Putting my 100% polypropylene socks to the test

A creek bed puts my 100% polypro military socks to the test

After tying a rope to my snowmobile and pulling it out, I sat on my seat and took my boots off. By now my feet were starting to get pretty cold. I poured all the water that I could out of my boots. Luckily my boots have a liner too that I was able to pull out and ring most of the water out. I took my 100% polypropylene military weight socks off and rung them out too. With no other options but to wear them, I put everything back on and crossed my fingers that I wouldn’t get frost bite or something. The sun was out and it wasn’t bitterly cold, but the temperature was below freezing. After putting my socks and boots back on, my feet were a little warmer but still cold. I trudged through the snow for 20 yards or so to get the blood flowing and my feet warmed right up.

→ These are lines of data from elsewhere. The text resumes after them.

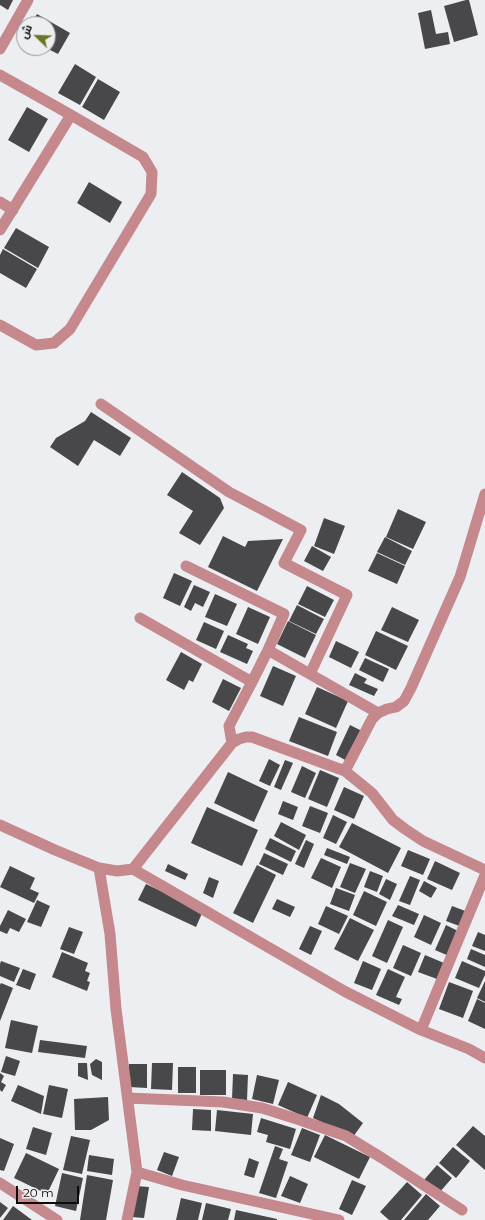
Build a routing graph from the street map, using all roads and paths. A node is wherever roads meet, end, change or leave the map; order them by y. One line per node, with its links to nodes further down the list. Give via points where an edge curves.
1 (28, 0): 2 (street)
2 (0, 49)
3 (0, 75): 4 (street)
4 (71, 114): 6 (street); 8 (street, via 143,157 152,172 151,194 70,329 54,343 36,345)
5 (0, 202): 6 (street)
6 (12, 210): 7 (street)
7 (0, 230)
8 (0, 325)
9 (101, 404): 14 (street, via 229,492 301,530 284,562 347,595)
10 (485, 494): 16 (street, via 460,577 411,688 404,701 396,707)
11 (186, 566): 13 (street, via 284,614)
12 (140, 618): 15 (street)
13 (268, 650): 14 (street); 15 (street)
14 (310, 674): 16 (street)
15 (252, 682): 17 (street, via 229,726)
16 (378, 713): 18 (street, via 372,719)
17 (232, 743): 18 (street, via 246,736 252,737); 21 (street)
18 (345, 771): 22 (street, via 372,793 393,820 405,830)
19 (0, 824): 20 (street)
20 (99, 868): 21 (street, via 117,871); 26 (street, via 110,934 116,1009)
21 (133, 869): 24 (street, via 344,991)
22 (485, 870)
23 (485, 875): 24 (street)
24 (421, 1030): 25 (street)
25 (485, 1058)
26 (128, 1098): 27 (street); 29 (street, via 223,1102 262,1108 300,1120 346,1136)
27 (137, 1172): 31 (street); 32 (street, via 182,1185)
28 (0, 1184): 30 (street)
29 (462, 1210)
30 (57, 1220)
31 (127, 1220)
32 (339, 1220)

When this incident first happened, I was thinking that our fun was all over and that we would have to quickly get back to our vehicle so that my feet wouldn’t freeze. But, thanks to my thick 100% polypro socks, we were able to ride for the rest of the day without any real problem. My feet did get a little cold on the longer trail rides, but it didn’t take much to get the blood moving again effectively warming my feet back up each time. I’m sure glad technology has made a product like polypropylene available. I know that the U.S. Navy and U.S. Coast Guard are required to wear 100% polypropylene under their cold water suits to keep them alive in cold water. 100% polypropylene is good stuff!